** Opening LISTED ENTRIES block **
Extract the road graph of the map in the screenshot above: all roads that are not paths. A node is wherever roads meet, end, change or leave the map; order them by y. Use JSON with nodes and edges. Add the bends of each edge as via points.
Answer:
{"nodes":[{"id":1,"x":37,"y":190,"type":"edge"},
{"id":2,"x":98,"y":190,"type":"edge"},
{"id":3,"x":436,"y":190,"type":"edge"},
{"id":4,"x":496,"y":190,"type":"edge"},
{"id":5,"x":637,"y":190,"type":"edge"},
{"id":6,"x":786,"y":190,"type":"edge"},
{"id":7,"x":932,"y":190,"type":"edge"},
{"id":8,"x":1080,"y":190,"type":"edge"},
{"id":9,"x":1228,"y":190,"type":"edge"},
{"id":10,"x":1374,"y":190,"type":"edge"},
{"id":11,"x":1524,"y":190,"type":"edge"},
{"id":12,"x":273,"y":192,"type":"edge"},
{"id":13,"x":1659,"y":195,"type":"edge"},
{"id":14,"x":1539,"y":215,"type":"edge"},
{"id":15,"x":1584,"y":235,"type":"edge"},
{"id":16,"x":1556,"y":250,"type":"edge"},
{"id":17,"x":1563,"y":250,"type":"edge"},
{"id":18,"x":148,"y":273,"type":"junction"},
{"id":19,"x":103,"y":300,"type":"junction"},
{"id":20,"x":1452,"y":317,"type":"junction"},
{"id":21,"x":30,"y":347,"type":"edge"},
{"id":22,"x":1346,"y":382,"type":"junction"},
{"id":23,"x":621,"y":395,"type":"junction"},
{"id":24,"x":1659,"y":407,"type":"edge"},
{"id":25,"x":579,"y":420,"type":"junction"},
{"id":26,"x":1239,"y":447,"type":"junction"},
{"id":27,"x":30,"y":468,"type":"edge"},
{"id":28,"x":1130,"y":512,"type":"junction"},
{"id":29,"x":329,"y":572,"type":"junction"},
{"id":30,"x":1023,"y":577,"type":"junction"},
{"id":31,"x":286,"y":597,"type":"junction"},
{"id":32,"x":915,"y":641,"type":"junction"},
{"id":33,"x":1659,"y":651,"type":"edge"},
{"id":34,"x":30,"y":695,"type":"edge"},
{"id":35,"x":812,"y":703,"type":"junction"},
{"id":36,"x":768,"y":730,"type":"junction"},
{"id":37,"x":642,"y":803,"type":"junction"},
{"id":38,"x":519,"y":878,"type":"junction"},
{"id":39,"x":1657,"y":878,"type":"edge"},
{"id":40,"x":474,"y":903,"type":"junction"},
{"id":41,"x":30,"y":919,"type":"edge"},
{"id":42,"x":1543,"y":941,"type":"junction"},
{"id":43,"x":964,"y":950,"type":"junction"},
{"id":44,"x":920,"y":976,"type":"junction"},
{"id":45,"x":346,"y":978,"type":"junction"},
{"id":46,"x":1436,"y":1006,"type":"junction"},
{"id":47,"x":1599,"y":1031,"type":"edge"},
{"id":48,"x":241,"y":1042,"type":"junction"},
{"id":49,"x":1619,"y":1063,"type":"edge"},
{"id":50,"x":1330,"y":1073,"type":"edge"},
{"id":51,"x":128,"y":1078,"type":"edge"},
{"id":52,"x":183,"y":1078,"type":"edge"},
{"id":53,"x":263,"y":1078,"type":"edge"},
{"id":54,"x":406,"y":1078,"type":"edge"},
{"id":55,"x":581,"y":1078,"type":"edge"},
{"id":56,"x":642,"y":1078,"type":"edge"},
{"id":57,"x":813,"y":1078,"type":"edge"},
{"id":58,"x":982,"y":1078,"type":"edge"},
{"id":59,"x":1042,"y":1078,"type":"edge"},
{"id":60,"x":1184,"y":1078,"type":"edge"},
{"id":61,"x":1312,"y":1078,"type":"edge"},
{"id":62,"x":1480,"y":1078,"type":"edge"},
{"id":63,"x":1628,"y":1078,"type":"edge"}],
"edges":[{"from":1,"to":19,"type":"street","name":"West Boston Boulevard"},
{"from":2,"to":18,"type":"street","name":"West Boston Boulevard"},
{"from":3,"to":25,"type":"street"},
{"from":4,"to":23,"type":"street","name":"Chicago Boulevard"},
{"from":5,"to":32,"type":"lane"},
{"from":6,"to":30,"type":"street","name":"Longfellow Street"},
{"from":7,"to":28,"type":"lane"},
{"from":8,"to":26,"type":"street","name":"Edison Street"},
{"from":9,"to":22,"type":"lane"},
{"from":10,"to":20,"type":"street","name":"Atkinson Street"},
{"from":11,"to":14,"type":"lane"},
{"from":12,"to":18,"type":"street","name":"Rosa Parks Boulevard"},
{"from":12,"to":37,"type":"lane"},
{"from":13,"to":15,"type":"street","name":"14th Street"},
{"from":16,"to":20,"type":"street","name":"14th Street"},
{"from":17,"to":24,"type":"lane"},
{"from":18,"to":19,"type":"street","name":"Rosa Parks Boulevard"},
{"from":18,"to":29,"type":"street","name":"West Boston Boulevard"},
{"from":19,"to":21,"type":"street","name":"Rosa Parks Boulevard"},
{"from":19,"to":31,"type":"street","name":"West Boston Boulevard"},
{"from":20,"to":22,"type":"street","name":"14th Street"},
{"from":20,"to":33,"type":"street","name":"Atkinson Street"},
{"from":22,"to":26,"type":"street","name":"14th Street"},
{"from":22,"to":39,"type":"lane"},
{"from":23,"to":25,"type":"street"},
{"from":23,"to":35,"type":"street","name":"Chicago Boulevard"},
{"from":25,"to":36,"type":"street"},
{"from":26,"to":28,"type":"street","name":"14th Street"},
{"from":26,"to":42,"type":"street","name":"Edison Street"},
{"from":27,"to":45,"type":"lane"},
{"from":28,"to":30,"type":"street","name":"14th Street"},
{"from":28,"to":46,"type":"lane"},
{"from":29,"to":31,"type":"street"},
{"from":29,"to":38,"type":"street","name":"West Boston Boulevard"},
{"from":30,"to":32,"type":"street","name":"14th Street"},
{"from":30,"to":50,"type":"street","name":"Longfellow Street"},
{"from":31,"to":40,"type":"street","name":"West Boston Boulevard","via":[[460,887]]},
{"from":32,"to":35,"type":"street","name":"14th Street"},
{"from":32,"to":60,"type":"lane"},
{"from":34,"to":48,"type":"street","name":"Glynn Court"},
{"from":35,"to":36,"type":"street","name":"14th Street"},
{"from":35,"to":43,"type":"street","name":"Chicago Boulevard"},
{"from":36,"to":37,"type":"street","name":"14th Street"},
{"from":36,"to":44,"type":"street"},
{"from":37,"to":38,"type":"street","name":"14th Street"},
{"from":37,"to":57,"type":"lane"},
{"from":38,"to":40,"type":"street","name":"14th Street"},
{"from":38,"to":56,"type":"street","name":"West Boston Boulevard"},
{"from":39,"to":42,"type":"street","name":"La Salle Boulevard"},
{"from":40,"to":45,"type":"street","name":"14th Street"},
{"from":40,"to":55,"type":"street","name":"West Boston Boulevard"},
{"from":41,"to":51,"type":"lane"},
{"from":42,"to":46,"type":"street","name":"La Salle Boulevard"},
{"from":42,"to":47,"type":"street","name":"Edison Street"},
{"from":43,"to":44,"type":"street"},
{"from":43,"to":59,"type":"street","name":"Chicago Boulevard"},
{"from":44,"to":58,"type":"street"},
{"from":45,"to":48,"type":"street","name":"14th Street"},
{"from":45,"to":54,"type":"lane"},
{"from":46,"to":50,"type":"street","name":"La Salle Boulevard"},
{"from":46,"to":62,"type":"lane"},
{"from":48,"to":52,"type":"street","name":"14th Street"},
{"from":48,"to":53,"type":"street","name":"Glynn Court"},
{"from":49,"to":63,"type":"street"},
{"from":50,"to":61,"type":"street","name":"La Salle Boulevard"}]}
** Closing LISTED ENTRIES block **
• WHAT TO WORK ON: Could you output every entry above exactly as it stands?

• EXPECTED OUTPUT:
Extract the road graph of the map in the screenshot above: all roads that are not paths. A node is wherever roads meet, end, change or leave the map; order them by y. Use JSON with nodes and edges. Add the bends of each edge as via points.
Answer:
{"nodes":[{"id":1,"x":37,"y":190,"type":"edge"},
{"id":2,"x":98,"y":190,"type":"edge"},
{"id":3,"x":436,"y":190,"type":"edge"},
{"id":4,"x":496,"y":190,"type":"edge"},
{"id":5,"x":637,"y":190,"type":"edge"},
{"id":6,"x":786,"y":190,"type":"edge"},
{"id":7,"x":932,"y":190,"type":"edge"},
{"id":8,"x":1080,"y":190,"type":"edge"},
{"id":9,"x":1228,"y":190,"type":"edge"},
{"id":10,"x":1374,"y":190,"type":"edge"},
{"id":11,"x":1524,"y":190,"type":"edge"},
{"id":12,"x":273,"y":192,"type":"edge"},
{"id":13,"x":1659,"y":195,"type":"edge"},
{"id":14,"x":1539,"y":215,"type":"edge"},
{"id":15,"x":1584,"y":235,"type":"edge"},
{"id":16,"x":1556,"y":250,"type":"edge"},
{"id":17,"x":1563,"y":250,"type":"edge"},
{"id":18,"x":148,"y":273,"type":"junction"},
{"id":19,"x":103,"y":300,"type":"junction"},
{"id":20,"x":1452,"y":317,"type":"junction"},
{"id":21,"x":30,"y":347,"type":"edge"},
{"id":22,"x":1346,"y":382,"type":"junction"},
{"id":23,"x":621,"y":395,"type":"junction"},
{"id":24,"x":1659,"y":407,"type":"edge"},
{"id":25,"x":579,"y":420,"type":"junction"},
{"id":26,"x":1239,"y":447,"type":"junction"},
{"id":27,"x":30,"y":468,"type":"edge"},
{"id":28,"x":1130,"y":512,"type":"junction"},
{"id":29,"x":329,"y":572,"type":"junction"},
{"id":30,"x":1023,"y":577,"type":"junction"},
{"id":31,"x":286,"y":597,"type":"junction"},
{"id":32,"x":915,"y":641,"type":"junction"},
{"id":33,"x":1659,"y":651,"type":"edge"},
{"id":34,"x":30,"y":695,"type":"edge"},
{"id":35,"x":812,"y":703,"type":"junction"},
{"id":36,"x":768,"y":730,"type":"junction"},
{"id":37,"x":642,"y":803,"type":"junction"},
{"id":38,"x":519,"y":878,"type":"junction"},
{"id":39,"x":1657,"y":878,"type":"edge"},
{"id":40,"x":474,"y":903,"type":"junction"},
{"id":41,"x":30,"y":919,"type":"edge"},
{"id":42,"x":1543,"y":941,"type":"junction"},
{"id":43,"x":964,"y":950,"type":"junction"},
{"id":44,"x":920,"y":976,"type":"junction"},
{"id":45,"x":346,"y":978,"type":"junction"},
{"id":46,"x":1436,"y":1006,"type":"junction"},
{"id":47,"x":1599,"y":1031,"type":"edge"},
{"id":48,"x":241,"y":1042,"type":"junction"},
{"id":49,"x":1619,"y":1063,"type":"edge"},
{"id":50,"x":1330,"y":1073,"type":"edge"},
{"id":51,"x":128,"y":1078,"type":"edge"},
{"id":52,"x":183,"y":1078,"type":"edge"},
{"id":53,"x":263,"y":1078,"type":"edge"},
{"id":54,"x":406,"y":1078,"type":"edge"},
{"id":55,"x":581,"y":1078,"type":"edge"},
{"id":56,"x":642,"y":1078,"type":"edge"},
{"id":57,"x":813,"y":1078,"type":"edge"},
{"id":58,"x":982,"y":1078,"type":"edge"},
{"id":59,"x":1042,"y":1078,"type":"edge"},
{"id":60,"x":1184,"y":1078,"type":"edge"},
{"id":61,"x":1312,"y":1078,"type":"edge"},
{"id":62,"x":1480,"y":1078,"type":"edge"},
{"id":63,"x":1628,"y":1078,"type":"edge"}],
"edges":[{"from":1,"to":19,"type":"street","name":"West Boston Boulevard"},
{"from":2,"to":18,"type":"street","name":"West Boston Boulevard"},
{"from":3,"to":25,"type":"street"},
{"from":4,"to":23,"type":"street","name":"Chicago Boulevard"},
{"from":5,"to":32,"type":"lane"},
{"from":6,"to":30,"type":"street","name":"Longfellow Street"},
{"from":7,"to":28,"type":"lane"},
{"from":8,"to":26,"type":"street","name":"Edison Street"},
{"from":9,"to":22,"type":"lane"},
{"from":10,"to":20,"type":"street","name":"Atkinson Street"},
{"from":11,"to":14,"type":"lane"},
{"from":12,"to":18,"type":"street","name":"Rosa Parks Boulevard"},
{"from":12,"to":37,"type":"lane"},
{"from":13,"to":15,"type":"street","name":"14th Street"},
{"from":16,"to":20,"type":"street","name":"14th Street"},
{"from":17,"to":24,"type":"lane"},
{"from":18,"to":19,"type":"street","name":"Rosa Parks Boulevard"},
{"from":18,"to":29,"type":"street","name":"West Boston Boulevard"},
{"from":19,"to":21,"type":"street","name":"Rosa Parks Boulevard"},
{"from":19,"to":31,"type":"street","name":"West Boston Boulevard"},
{"from":20,"to":22,"type":"street","name":"14th Street"},
{"from":20,"to":33,"type":"street","name":"Atkinson Street"},
{"from":22,"to":26,"type":"street","name":"14th Street"},
{"from":22,"to":39,"type":"lane"},
{"from":23,"to":25,"type":"street"},
{"from":23,"to":35,"type":"street","name":"Chicago Boulevard"},
{"from":25,"to":36,"type":"street"},
{"from":26,"to":28,"type":"street","name":"14th Street"},
{"from":26,"to":42,"type":"street","name":"Edison Street"},
{"from":27,"to":45,"type":"lane"},
{"from":28,"to":30,"type":"street","name":"14th Street"},
{"from":28,"to":46,"type":"lane"},
{"from":29,"to":31,"type":"street"},
{"from":29,"to":38,"type":"street","name":"West Boston Boulevard"},
{"from":30,"to":32,"type":"street","name":"14th Street"},
{"from":30,"to":50,"type":"street","name":"Longfellow Street"},
{"from":31,"to":40,"type":"street","name":"West Boston Boulevard","via":[[460,887]]},
{"from":32,"to":35,"type":"street","name":"14th Street"},
{"from":32,"to":60,"type":"lane"},
{"from":34,"to":48,"type":"street","name":"Glynn Court"},
{"from":35,"to":36,"type":"street","name":"14th Street"},
{"from":35,"to":43,"type":"street","name":"Chicago Boulevard"},
{"from":36,"to":37,"type":"street","name":"14th Street"},
{"from":36,"to":44,"type":"street"},
{"from":37,"to":38,"type":"street","name":"14th Street"},
{"from":37,"to":57,"type":"lane"},
{"from":38,"to":40,"type":"street","name":"14th Street"},
{"from":38,"to":56,"type":"street","name":"West Boston Boulevard"},
{"from":39,"to":42,"type":"street","name":"La Salle Boulevard"},
{"from":40,"to":45,"type":"street","name":"14th Street"},
{"from":40,"to":55,"type":"street","name":"West Boston Boulevard"},
{"from":41,"to":51,"type":"lane"},
{"from":42,"to":46,"type":"street","name":"La Salle Boulevard"},
{"from":42,"to":47,"type":"street","name":"Edison Street"},
{"from":43,"to":44,"type":"street"},
{"from":43,"to":59,"type":"street","name":"Chicago Boulevard"},
{"from":44,"to":58,"type":"street"},
{"from":45,"to":48,"type":"street","name":"14th Street"},
{"from":45,"to":54,"type":"lane"},
{"from":46,"to":50,"type":"street","name":"La Salle Boulevard"},
{"from":46,"to":62,"type":"lane"},
{"from":48,"to":52,"type":"street","name":"14th Street"},
{"from":48,"to":53,"type":"street","name":"Glynn Court"},
{"from":49,"to":63,"type":"street"},
{"from":50,"to":61,"type":"street","name":"La Salle Boulevard"}]}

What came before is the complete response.